◆ PROBLEM STATEMENT
Lines containing the word "TransMilenio" are the ones to copy from the records below.

___ MATERIAL TO PROCESS

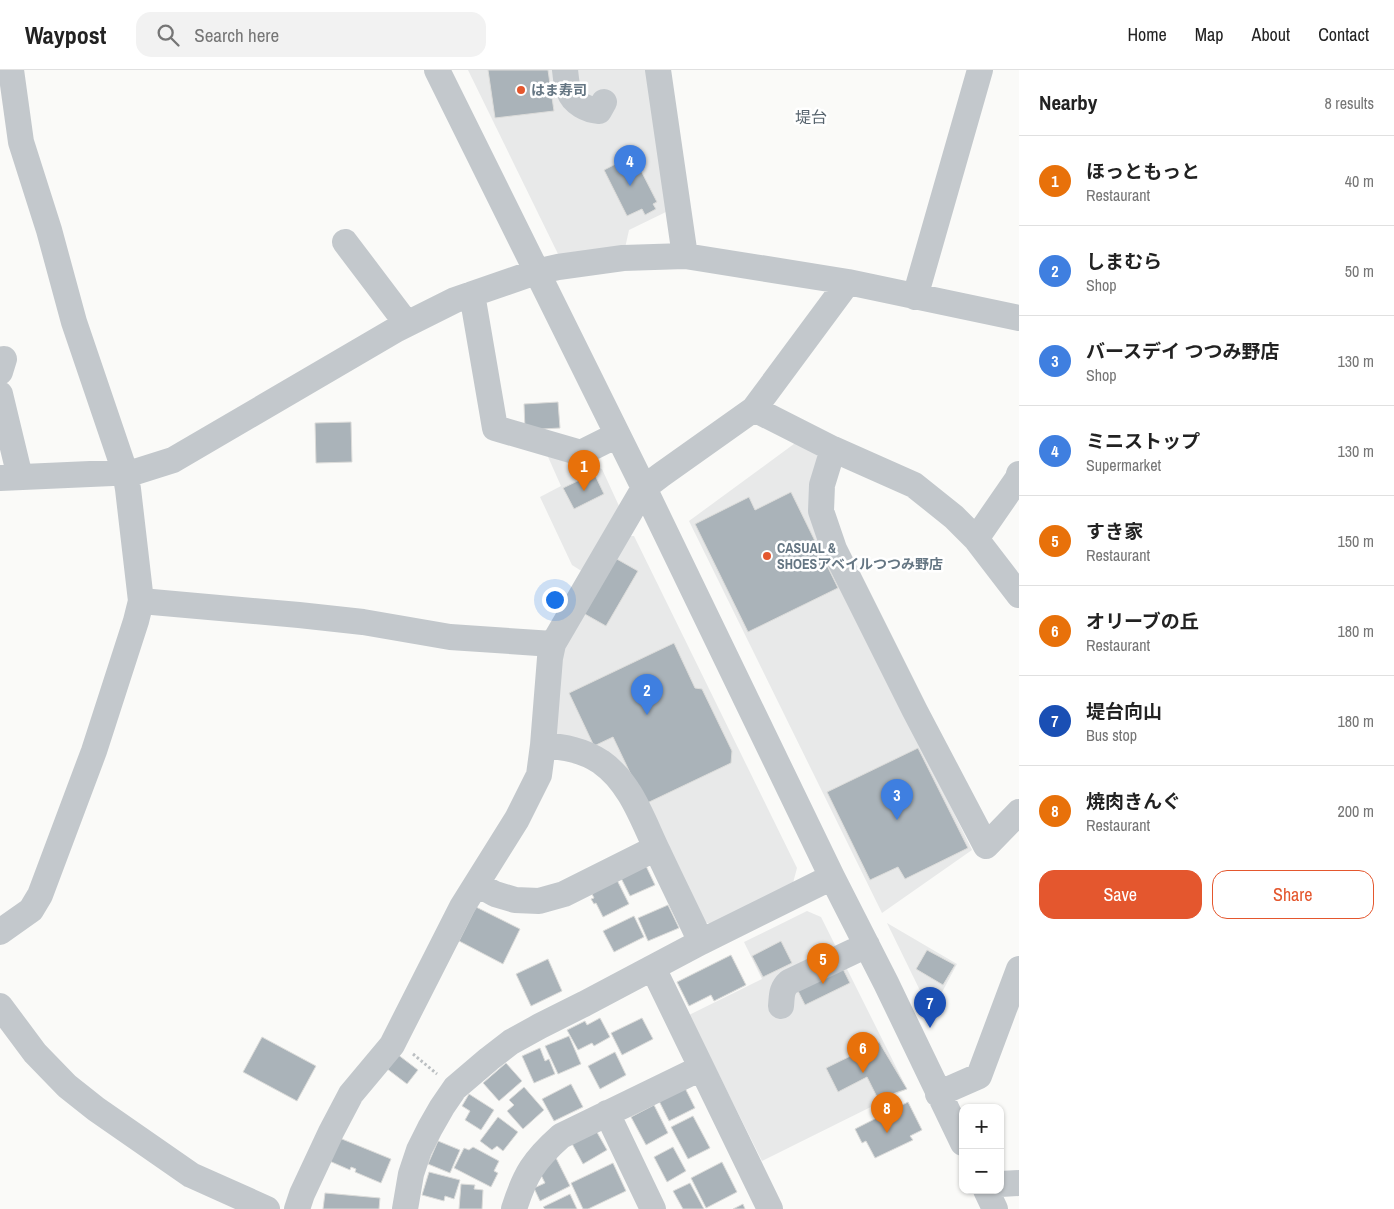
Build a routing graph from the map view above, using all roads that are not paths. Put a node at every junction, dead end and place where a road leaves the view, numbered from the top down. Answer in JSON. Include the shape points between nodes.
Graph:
{"nodes":[{"id":1,"x":11,"y":70,"type":"edge"},
{"id":2,"x":437,"y":70,"type":"edge"},
{"id":3,"x":565,"y":70,"type":"edge"},
{"id":4,"x":658,"y":70,"type":"edge"},
{"id":5,"x":980,"y":70,"type":"edge"},
{"id":6,"x":604,"y":102,"type":"dead end"},
{"id":7,"x":344,"y":242,"type":"dead end"},
{"id":8,"x":685,"y":256,"type":"junction"},
{"id":9,"x":536,"y":272,"type":"junction"},
{"id":10,"x":848,"y":282,"type":"junction"},
{"id":11,"x":472,"y":294,"type":"junction"},
{"id":12,"x":915,"y":297,"type":"junction"},
{"id":13,"x":1019,"y":318,"type":"edge"},
{"id":14,"x":407,"y":324,"type":"junction"},
{"id":15,"x":0,"y":394,"type":"edge"},
{"id":16,"x":754,"y":409,"type":"junction"},
{"id":17,"x":618,"y":436,"type":"junction"},
{"id":18,"x":833,"y":449,"type":"junction"},
{"id":19,"x":125,"y":472,"type":"junction"},
{"id":20,"x":1019,"y":474,"type":"edge"},
{"id":21,"x":10,"y":477,"type":"edge"},
{"id":22,"x":644,"y":488,"type":"junction"},
{"id":23,"x":976,"y":539,"type":"junction"},
{"id":24,"x":1019,"y":596,"type":"edge"},
{"id":25,"x":140,"y":600,"type":"junction"},
{"id":26,"x":553,"y":644,"type":"junction"},
{"id":27,"x":543,"y":745,"type":"junction"},
{"id":28,"x":1019,"y":812,"type":"edge"},
{"id":29,"x":656,"y":848,"type":"junction"},
{"id":30,"x":832,"y":877,"type":"junction"},
{"id":31,"x":477,"y":884,"type":"junction"},
{"id":32,"x":0,"y":932,"type":"edge"},
{"id":33,"x":701,"y":942,"type":"junction"},
{"id":34,"x":866,"y":944,"type":"junction"},
{"id":35,"x":653,"y":968,"type":"junction"},
{"id":36,"x":1019,"y":970,"type":"edge"},
{"id":37,"x":0,"y":1006,"type":"edge"},
{"id":38,"x":781,"y":1006,"type":"dead end"},
{"id":39,"x":1009,"y":1022,"type":"edge"},
{"id":40,"x":701,"y":1068,"type":"junction"},
{"id":41,"x":938,"y":1094,"type":"junction"},
{"id":42,"x":607,"y":1113,"type":"junction"},
{"id":43,"x":959,"y":1135,"type":"edge"},
{"id":44,"x":1019,"y":1183,"type":"edge"},
{"id":45,"x":1004,"y":1184,"type":"edge"},
{"id":46,"x":988,"y":1194,"type":"edge"},
{"id":47,"x":268,"y":1209,"type":"edge"},
{"id":48,"x":297,"y":1209,"type":"edge"},
{"id":49,"x":405,"y":1209,"type":"edge"},
{"id":50,"x":514,"y":1209,"type":"edge"},
{"id":51,"x":652,"y":1209,"type":"edge"},
{"id":52,"x":770,"y":1209,"type":"edge"},
{"id":53,"x":996,"y":1209,"type":"edge"}],
"edges":[{"from":1,"to":19,"type":"street","via":[[22,142],[74,322]]},
{"from":2,"to":9,"type":"street"},
{"from":3,"to":6,"type":"street","via":[[568,90],[581,105],[599,111]]},
{"from":4,"to":8,"type":"street"},
{"from":5,"to":12,"type":"street"},
{"from":7,"to":14,"type":"street"},
{"from":8,"to":9,"type":"street","via":[[623,258]]},
{"from":8,"to":10,"type":"street"},
{"from":9,"to":11,"type":"street"},
{"from":9,"to":17,"type":"street"},
{"from":10,"to":12,"type":"street"},
{"from":10,"to":16,"type":"street"},
{"from":11,"to":14,"type":"street"},
{"from":11,"to":17,"type":"street","via":[[495,428],[581,453]]},
{"from":12,"to":13,"type":"street"},
{"from":14,"to":19,"type":"street","via":[[173,460]]},
{"from":15,"to":21,"type":"street"},
{"from":16,"to":18,"type":"street"},
{"from":16,"to":22,"type":"street"},
{"from":17,"to":22,"type":"street"},
{"from":18,"to":23,"type":"street","via":[[914,485]]},
{"from":18,"to":28,"type":"street","via":[[822,485],[821,511],[834,549],[986,846]]},
{"from":19,"to":21,"type":"street"},
{"from":19,"to":25,"type":"street"},
{"from":20,"to":23,"type":"street"},
{"from":22,"to":26,"type":"street"},
{"from":22,"to":30,"type":"street"},
{"from":23,"to":24,"type":"street"},
{"from":25,"to":26,"type":"street","via":[[354,621],[450,637]]},
{"from":25,"to":32,"type":"street","via":[[94,751],[40,895],[31,910]]},
{"from":26,"to":27,"type":"street"},
{"from":27,"to":29,"type":"street","via":[[582,752],[617,776],[633,799]]},
{"from":27,"to":31,"type":"street","via":[[539,775],[517,819]]},
{"from":29,"to":31,"type":"street","via":[[564,894],[539,901],[515,900],[494,894]]},
{"from":29,"to":33,"type":"street"},
{"from":30,"to":33,"type":"street"},
{"from":30,"to":34,"type":"street"},
{"from":31,"to":48,"type":"street","via":[[462,907],[396,1039],[351,1094]]},
{"from":33,"to":35,"type":"street"},
{"from":34,"to":38,"type":"street","via":[[789,982],[781,992]]},
{"from":34,"to":41,"type":"street"},
{"from":35,"to":40,"type":"street"},
{"from":35,"to":49,"type":"street","via":[[511,1042],[455,1088],[419,1150]]},
{"from":36,"to":39,"type":"street"},
{"from":37,"to":47,"type":"street","via":[[66,1086],[96,1109],[191,1175]]},
{"from":39,"to":41,"type":"street","via":[[978,1076]]},
{"from":40,"to":42,"type":"street"},
{"from":40,"to":52,"type":"street"},
{"from":41,"to":43,"type":"street"},
{"from":42,"to":50,"type":"street","via":[[561,1136],[544,1152],[528,1173]]},
{"from":42,"to":51,"type":"street"},
{"from":44,"to":45,"type":"street"},
{"from":46,"to":53,"type":"street"}]}
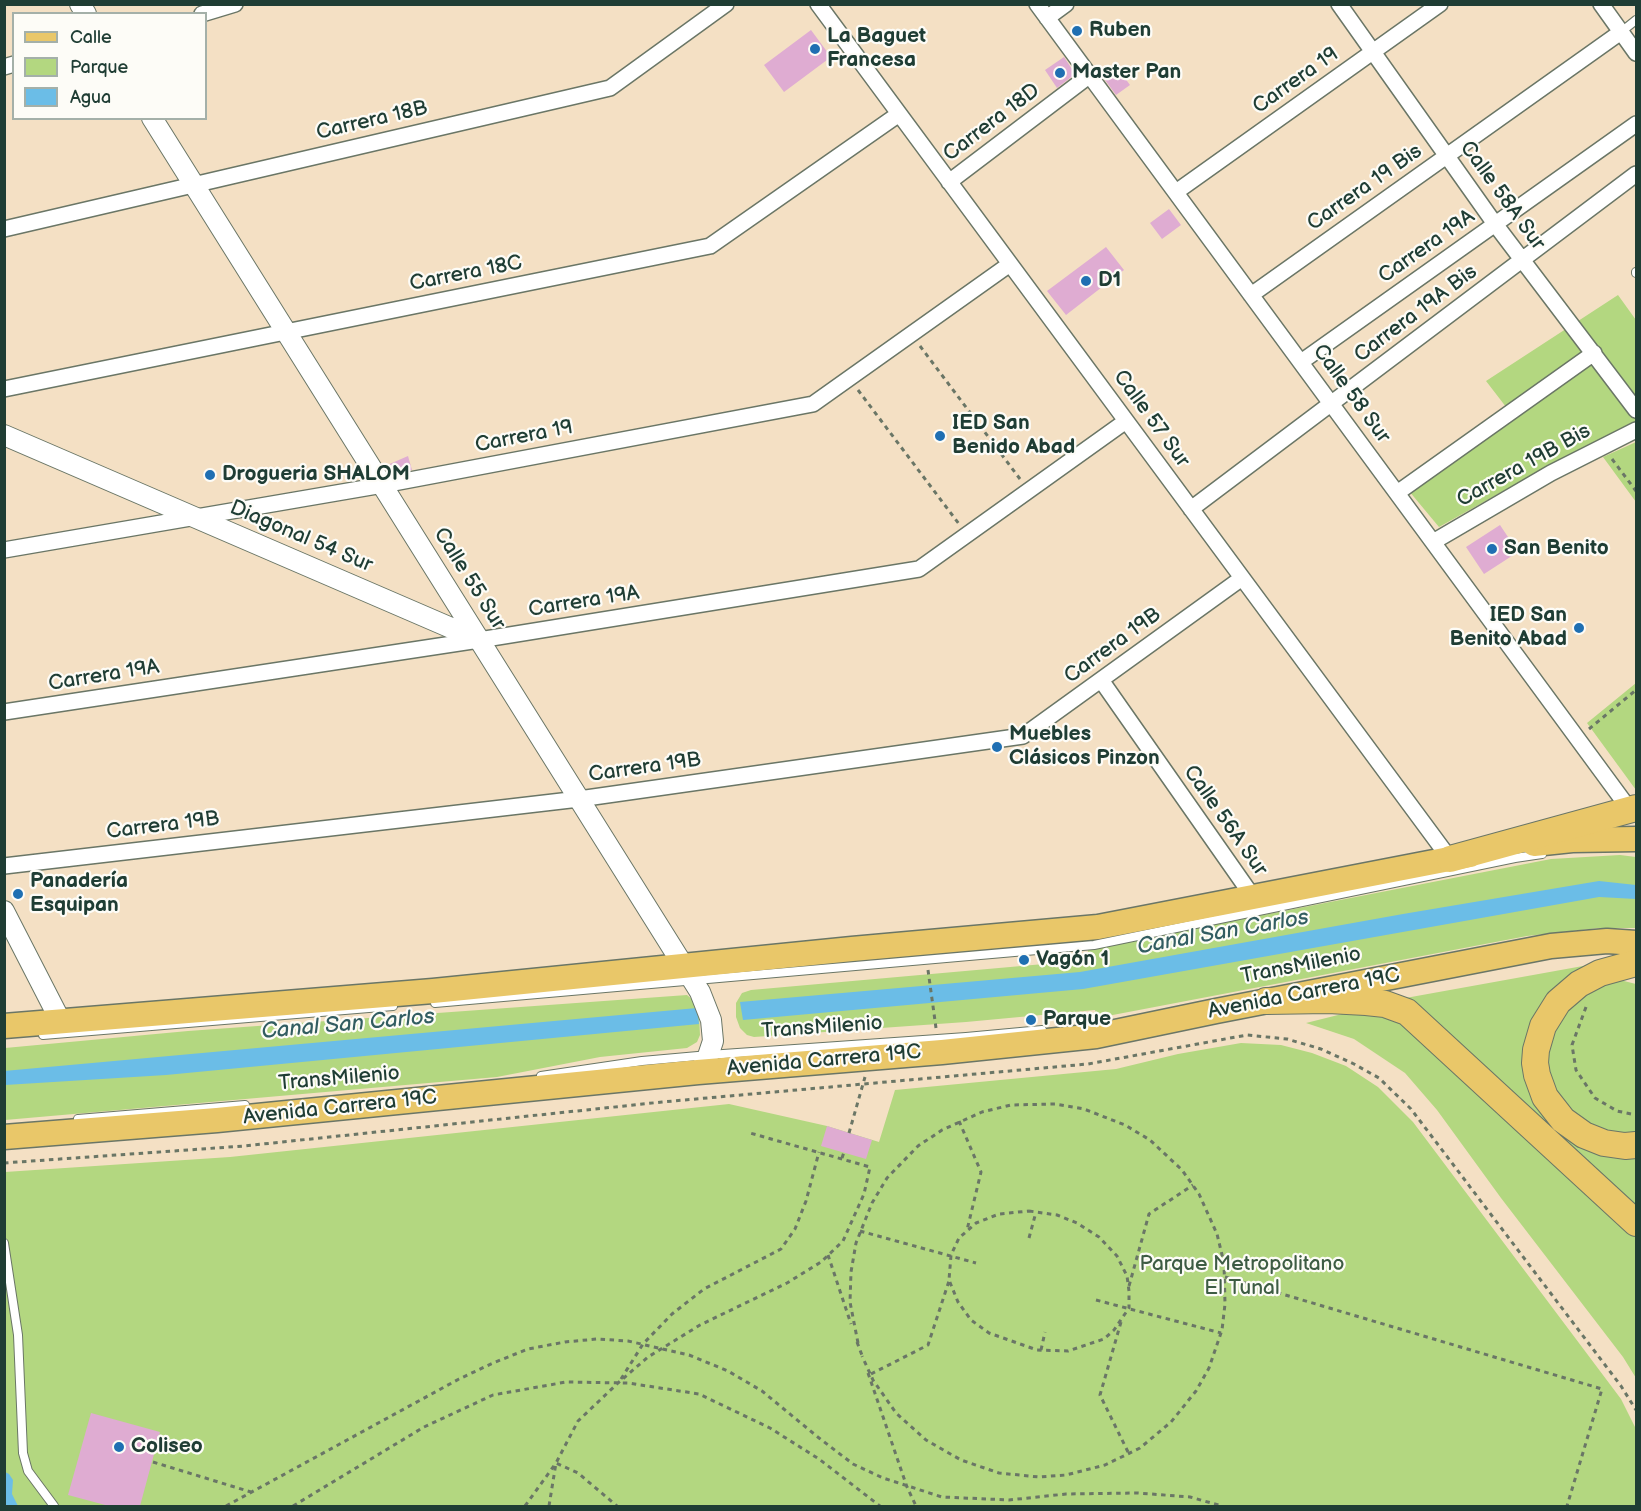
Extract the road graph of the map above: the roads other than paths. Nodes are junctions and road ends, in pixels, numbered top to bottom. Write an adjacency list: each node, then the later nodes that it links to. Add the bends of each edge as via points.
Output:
1 (235, 4): 9 (street)
2 (726, 4): 22 (street, Carrera 18B, via 610,88)
3 (818, 4): 16 (street, Calle 57 Sur)
4 (1037, 4): 10 (street, Calle 58 Sur)
5 (1066, 4): 10 (street)
6 (1339, 4): 13 (street, Calle 58A Sur)
7 (1440, 4): 13 (street, Carrera 19)
8 (1601, 4): 12 (street)
9 (207, 12)
10 (1047, 18): 15 (street, Calle 58 Sur)
11 (1636, 20): 12 (lane)
12 (1621, 32): 14 (street); 19 (street, Carrera 19 Bis)
13 (1372, 53): 19 (street, Calle 58A Sur); 23 (street, Carrera 19)
14 (1636, 53)
15 (1090, 75): 21 (street, Carrera 18D); 23 (street, Calle 58 Sur)
16 (899, 114): 21 (street, Calle 57 Sur); 29 (street, Carrera 18C, via 710,246)
17 (153, 120): 22 (street, Calle 55 Sur)
18 (1636, 124): 24 (street, Carrera 19A)
19 (1446, 156): 24 (street, Calle 58A Sur); 28 (street, Carrera 19 Bis)
20 (1636, 174): 26 (street, Carrera 19A Bis)
21 (949, 182): 27 (street, Calle 57 Sur)
22 (194, 184): 25 (street, Carrera 18B); 29 (street, Calle 55 Sur)
23 (1176, 192): 28 (street, Calle 58 Sur)
24 (1495, 224): 26 (street, Calle 58A Sur); 31 (street, Carrera 19A)
25 (4, 229)
26 (1523, 260): 30 (street, Calle 58A Sur); 33 (street, Carrera 19A Bis)
27 (1010, 264): 35 (street, Calle 57 Sur); 38 (street, Carrera 19, via 813,404)
28 (1251, 295): 31 (street, Calle 58 Sur)
29 (287, 332): 32 (street, Carrera 18C); 38 (street, Calle 55 Sur)
30 (1594, 353): 34 (street, Calle 58A Sur); 39 (street)
31 (1301, 362): 33 (street, Calle 58 Sur)
32 (4, 389)
33 (1331, 404): 39 (street, Calle 58 Sur); 40 (street, Carrera 19A Bis)
34 (1636, 410)
35 (1126, 420): 40 (street, Calle 57 Sur); 45 (street, Carrera 19A, via 919,569)
36 (1636, 430): 42 (street, Carrera 19B Bis, via 1551,473)
37 (4, 435): 41 (street, Diagonal 54 Sur)
38 (383, 485): 41 (street, Carrera 19); 45 (street, Calle 55 Sur)
39 (1397, 493): 42 (street, Calle 58 Sur)
40 (1191, 509): 44 (street, Calle 57 Sur)
41 (195, 518): 43 (street, Carrera 19); 45 (street, Diagonal 54 Sur)
42 (1433, 542): 49 (street, Calle 58 Sur)
43 (4, 550)
44 (1242, 578): 46 (street, Carrera 19B); 52 (street, Calle 57 Sur)
45 (479, 640): 47 (street, Carrera 19A); 48 (street, Calle 55 Sur)
46 (1101, 680): 48 (street, Carrera 19B, via 1023,736); 54 (street, Calle 56A Sur)
47 (4, 712)
48 (579, 799): 53 (street, Carrera 19B); 61 (street, Calle 55 Sur)
49 (1633, 809): 52 (highway)
50 (1636, 839): 52 (main road, via 1544,842)
51 (1547, 854): 61 (lane, via 1094,945)
52 (1450, 859): 54 (main road)
53 (4, 866)
54 (1253, 897): 61 (main road, via 1098,927)
55 (4, 911): 65 (street)
56 (1556, 936): 59 (lane)
57 (1567, 936): 58 (lane)
58 (1631, 936): 62 (main road, Avenida Carrera 19C, via 1551,946)
59 (1545, 938)
60 (1636, 963): 76 (highway, via 1600,973 1558,1002 1544,1026 1535,1063 1545,1097 1563,1120 1604,1143)
61 (688, 973): 63 (lane); 65 (main road); 69 (street, Calle 55 Sur, via 711,1020 713,1041)
62 (1266, 1001): 69 (main road, Avenida Carrera 19C, via 1096,1036 870,1058); 77 (highway, via 1366,1002 1407,1012)
63 (423, 1004)
64 (399, 1006): 68 (lane)
65 (60, 1020): 66 (main road)
66 (4, 1026)
67 (1049, 1029): 69 (lane, TransMilenio)
68 (38, 1035)
69 (703, 1063): 70 (lane, TransMilenio, via 642,1061); 75 (main road, Avenida Carrera 19C, via 229,1119)
70 (534, 1077)
71 (466, 1086): 72 (lane)
72 (455, 1087)
73 (252, 1105): 74 (lane, TransMilenio)
74 (71, 1120)
75 (4, 1137)
76 (1636, 1144)
77 (1636, 1223)
78 (4, 1243): 79 (lane, via 18,1335 23,1453 28,1472)
79 (54, 1506)

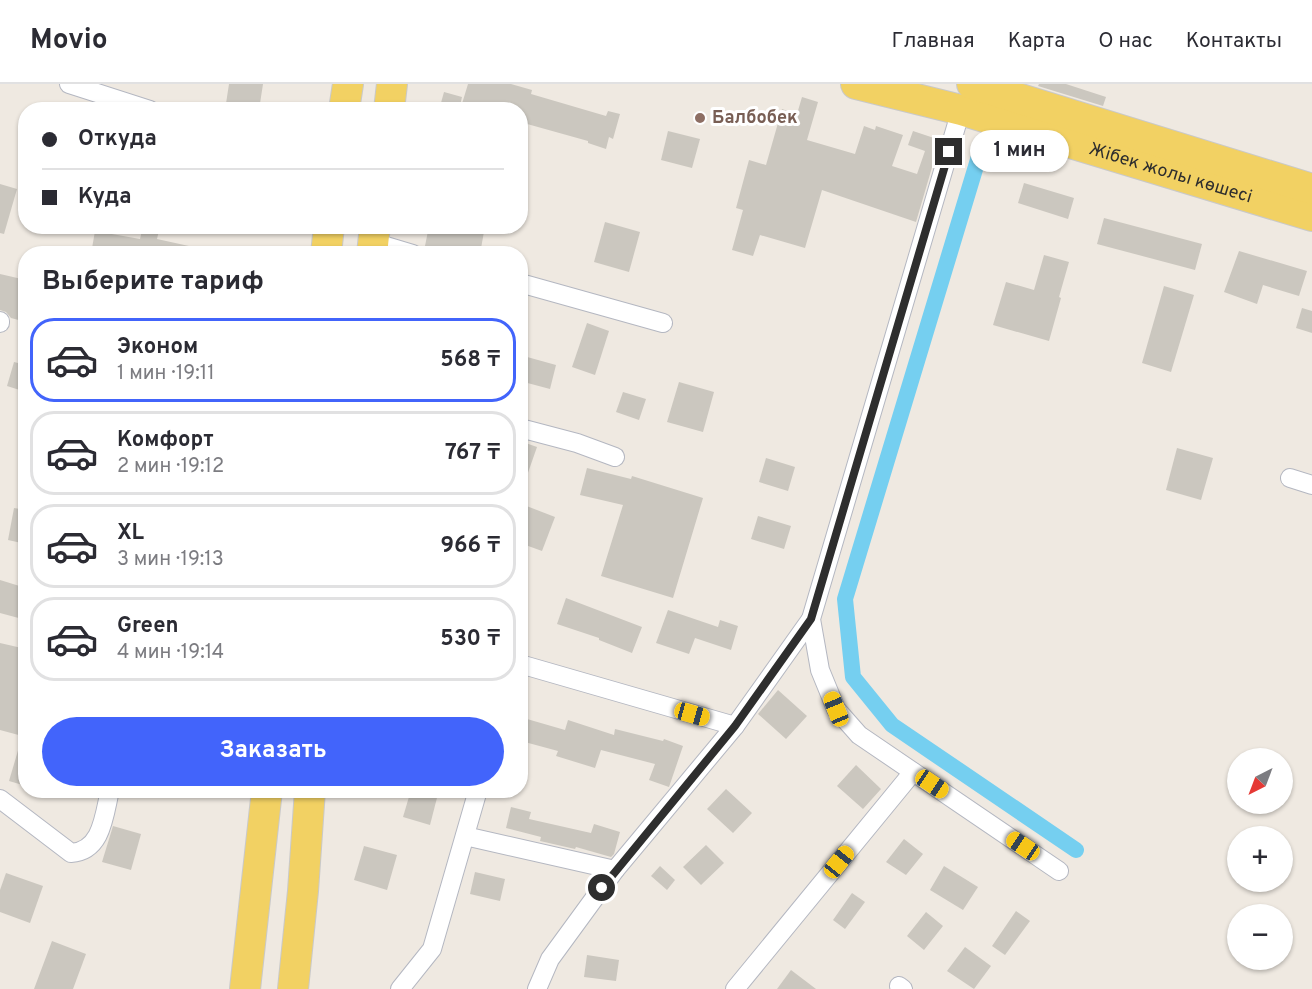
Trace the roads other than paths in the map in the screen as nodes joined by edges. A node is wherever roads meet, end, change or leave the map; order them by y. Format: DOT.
graph roads {
  1 [pos="69,84"];
  2 [pos="348,84"];
  3 [pos="392,84"];
  4 [pos="856,84"];
  5 [pos="967,97"];
  6 [pos="125,102"];
  7 [pos="345,102"];
  8 [pos="390,102"];
  9 [pos="1312,189"];
  10 [pos="1312,216"];
  11 [pos="373,241"];
  12 [pos="388,246"];
  13 [pos="528,286"];
  14 [pos="663,323"];
  15 [pos="528,430"];
  16 [pos="615,457"];
  17 [pos="1290,478"];
  18 [pos="1312,485"];
  19 [pos="811,619"];
  20 [pos="528,666"];
  21 [pos="735,726"];
  22 [pos="914,772"];
  23 [pos="108,798"];
  24 [pos="267,798"];
  25 [pos="310,798"];
  26 [pos="476,798"];
  27 [pos="0,800"];
  28 [pos="465,836"];
  29 [pos="615,870"];
  30 [pos="1059,871"];
  31 [pos="245,989"];
  32 [pos="293,989"];
  33 [pos="400,989"];
  34 [pos="537,989"];
  35 [pos="735,989"];
  1 -- 6 [label="street"];
  2 -- 7 [label="main road"];
  3 -- 8 [label="main road"];
  4 -- 5 [label="main road, Жібек жолы көшесі"];
  5 -- 9 [label="main road, Жібек жолы көшесі"];
  5 -- 10 [label="main road, Жібек жолы көшесі"];
  5 -- 19 [label="street"];
  11 -- 12 [label="street"];
  13 -- 14 [label="street"];
  15 -- 16 [label="street"];
  17 -- 18 [label="street"];
  19 -- 21 [label="street"];
  19 -- 22 [label="street"];
  20 -- 21 [label="street"];
  21 -- 29 [label="street"];
  22 -- 30 [label="street"];
  22 -- 35 [label="street"];
  23 -- 27 [label="street"];
  24 -- 31 [label="main road"];
  25 -- 32 [label="main road"];
  26 -- 28 [label="street"];
  28 -- 29 [label="street"];
  28 -- 33 [label="street"];
  29 -- 34 [label="street"];
}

______

◆ SOLUTION FOR THIS PROBLEM
67 (1049, 1029): 69 (lane, TransMilenio)
69 (703, 1063): 70 (lane, TransMilenio, via 642,1061); 75 (main road, Avenida Carrera 19C, via 229,1119)
73 (252, 1105): 74 (lane, TransMilenio)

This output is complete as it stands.